▶ _WHAT THE TASK REQUIRES_: Only the lines that hold "Vibemosen" should be in the answer, each copied from the data below.

▶ _Records excerpted from a collection_:
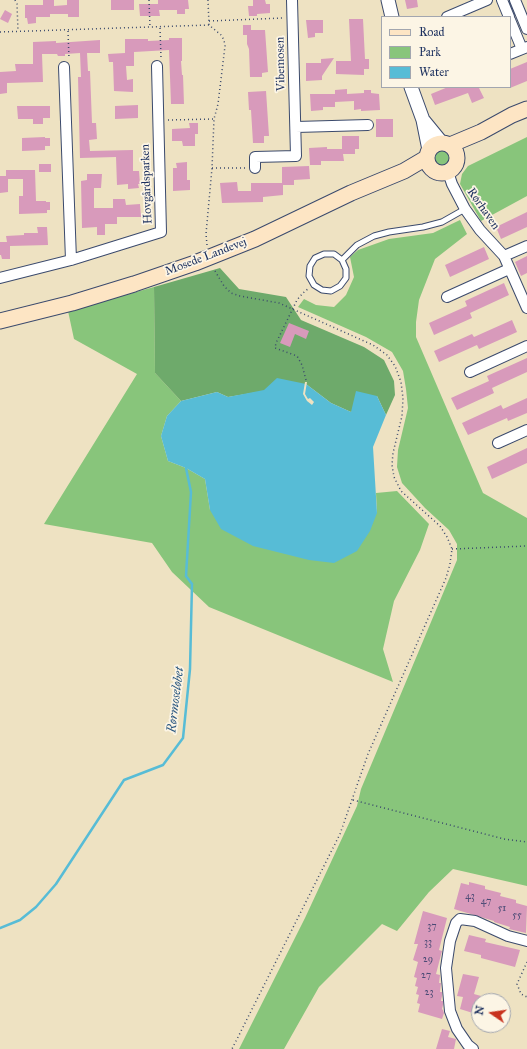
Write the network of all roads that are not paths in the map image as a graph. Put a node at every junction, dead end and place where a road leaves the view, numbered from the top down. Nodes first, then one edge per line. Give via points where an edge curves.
1 (292, 0) edge
2 (388, 0) edge
3 (487, 0) edge
4 (502, 0) edge
5 (514, 0) edge
6 (392, 16) edge
7 (449, 16) edge
8 (508, 16) edge
9 (511, 22) edge
10 (527, 29) edge
11 (525, 48) edge
12 (511, 54) edge
13 (157, 66) road end
14 (64, 67) road end
15 (411, 88) edge
16 (527, 109) edge
17 (423, 120) junction
18 (368, 125) dead end
19 (296, 127) junction
20 (450, 148) junction
21 (429, 159) junction
22 (255, 168) road end
23 (448, 172) junction
24 (465, 209) junction
25 (527, 246) edge
26 (504, 256) junction
27 (71, 260) junction
28 (342, 260) junction
29 (509, 270) junction
30 (0, 278) edge
31 (447, 297) dead end
32 (527, 308) edge
33 (0, 321) edge
34 (527, 346) edge
35 (470, 372) dead end
36 (527, 430) edge
37 (498, 443) dead end
38 (527, 941) edge
39 (473, 1049) edge

1 - 19 street, Vibemosen
2 - 6 street
3 - 7 street
4 - 8 street
5 - 10 street
9 - 11 street
11 - 12 street
13 - 27 street, Hovgårdsparken via 161,232
14 - 27 street
15 - 17 street
16 - 20 main road
17 - 20 street
17 - 21 street
18 - 19 street
19 - 22 street, Vibemosen via 296,156 255,157
20 - 21 main road via 435,144
20 - 23 main road via 456,165
21 - 23 main road via 439,173
21 - 33 main road, Mosede Landevej via 255,239 195,263 72,303
23 - 24 street, Rørhaven
24 - 26 street, Rørhaven
24 - 28 lane via 442,222 374,236 357,245
25 - 26 street
26 - 29 street, Rørhaven
27 - 30 street, Hovgårdsparken
28 - 28 lane via 346,268 346,278 340,286 331,291 322,290 314,285 309,276 310,266 315,258 324,254 334,254
29 - 31 street
29 - 32 street, Rørhaven
34 - 35 street
36 - 37 street
38 - 39 street via 508,936 475,921 460,919 456,923 446,968 450,1011 456,1029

▶ _WRITTEN SOLUTION_:
1 - 19 street, Vibemosen
19 - 22 street, Vibemosen via 296,156 255,157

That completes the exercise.